It can't be overstressed that Italy was a geographic not a political
entity. For centuries various parts of it were ruled by other nations - Spanish, French, Austrians, Arabs... And the
rest was fragmented into city states. It's arguable that Italy still is a fragmented country. At this period, Lombardy
was ruled by the Hapsburgs, the Austrians, who were more interested in what Lombardy could do for them than what they could
do for Lombardy. Right at the end of the century the economic situation further deteriorated as a result of the French
Revolutionary Wars, when the French not only invaded this Austrian-held province of northern Italy but began to conscript the
men of Lombardy into their army. The young men from Como knew from compatriots who had gone north,
especially to France, Germany and Holland, that there was likely to be a market for their skills. Few probably intended
to emigrate forever: they saw themselves as migrant workers doing their best for their families back home and with the
ultimate aim of returning to lead a more prosperous life thanks to their foreign earnings. There are numerous references to the barometer
makers of Como in the contemporary writings of travellers to the region. At the end of the Napoleonic Wars in 1815 , Sir Thomas Charles Morgan and his second wife, the Irish-born novelist
Sydney Owenson, embarked on a long tour of France and Italy. She wrote a book about each, to which he
contributed the footnotes. Of Como she wrote:
Although
the Lake of Como has lately been, and still is, the chosen retreat of ‘Chiefs out of war, and statesmen out of place’,
and although human habitations crowd to disfigure its beautiful shores, it wears a character of desolateness, silence, gloom,
and sequestration, which is singularly impressive. The many black dismantled buildings which skirt its shore…add much
to the dreariness of the scene. And the absence of all land communication (there being no roads along the whole tract of the
lake except to the Villa d’Este) deprives the country of those rural sounds and rustic imagery without which no scenery
is lovely. The scream of the water-fowl, the toll of the church bell at all the canonical hours, the measured beat of the
oar, and in the evening the wild choruses of the inhabitants of the innumerable paese, that lie along the lake, are,
however, appropriate sounds, and well become the deep solitude and romantic character of the scene. Occasionally, an Italian would take his British wife and children back to Italy,
where the cost of living was less, even though he himself continued to work in Britain.
What was the attitude to these migrants when they reached Britain? Banfield and Goodison both quote the 1819 Cyclopedia
in its complaint against the wheel barometer which had lately obtruded on the public by strolling Italian hawkers in our
streets, decrying the imperfect execution and the defective principle which made them mere mechanical
pictures, and not scientific instruments, in the parlour. It certainly suggests people were happy to
buy their barometers, and the Italians soon came to dominate the market.

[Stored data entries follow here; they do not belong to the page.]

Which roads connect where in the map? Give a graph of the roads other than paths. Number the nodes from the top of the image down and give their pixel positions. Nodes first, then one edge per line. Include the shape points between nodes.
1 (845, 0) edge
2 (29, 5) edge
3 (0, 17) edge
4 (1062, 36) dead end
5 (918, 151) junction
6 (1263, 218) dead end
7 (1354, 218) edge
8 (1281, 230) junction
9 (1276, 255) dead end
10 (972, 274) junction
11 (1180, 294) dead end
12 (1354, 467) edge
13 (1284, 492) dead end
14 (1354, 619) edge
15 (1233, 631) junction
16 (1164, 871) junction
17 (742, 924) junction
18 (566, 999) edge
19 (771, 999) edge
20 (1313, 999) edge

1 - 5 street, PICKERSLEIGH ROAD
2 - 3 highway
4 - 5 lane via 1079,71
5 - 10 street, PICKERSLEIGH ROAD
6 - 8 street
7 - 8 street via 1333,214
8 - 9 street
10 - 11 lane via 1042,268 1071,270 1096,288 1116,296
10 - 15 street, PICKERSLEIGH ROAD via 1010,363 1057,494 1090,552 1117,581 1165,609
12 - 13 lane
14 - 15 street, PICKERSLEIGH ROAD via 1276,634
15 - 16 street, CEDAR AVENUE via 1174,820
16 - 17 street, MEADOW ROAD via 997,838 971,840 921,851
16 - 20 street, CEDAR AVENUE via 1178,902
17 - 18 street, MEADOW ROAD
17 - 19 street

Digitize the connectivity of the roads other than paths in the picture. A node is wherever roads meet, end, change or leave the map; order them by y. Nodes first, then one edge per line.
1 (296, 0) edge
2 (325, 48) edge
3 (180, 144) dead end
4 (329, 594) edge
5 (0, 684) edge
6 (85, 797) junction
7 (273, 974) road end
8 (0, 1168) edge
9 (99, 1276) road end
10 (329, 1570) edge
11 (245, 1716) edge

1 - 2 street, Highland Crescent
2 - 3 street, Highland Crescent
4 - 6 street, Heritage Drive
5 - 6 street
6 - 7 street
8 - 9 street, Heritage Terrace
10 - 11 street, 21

Travellers seem to have enjoyed their encounters
with these exotic often itinerant emigrants; fellow Italians were not necessarily so kind to them, using them as the
butt of jokes. One reason may have been their dialect, so hard to understand that in 1845 Pietro Monti published in Milan
a dictionary to help his fellow Italians: Vocabolario dei dialetti della città e diocesi di Como. [With]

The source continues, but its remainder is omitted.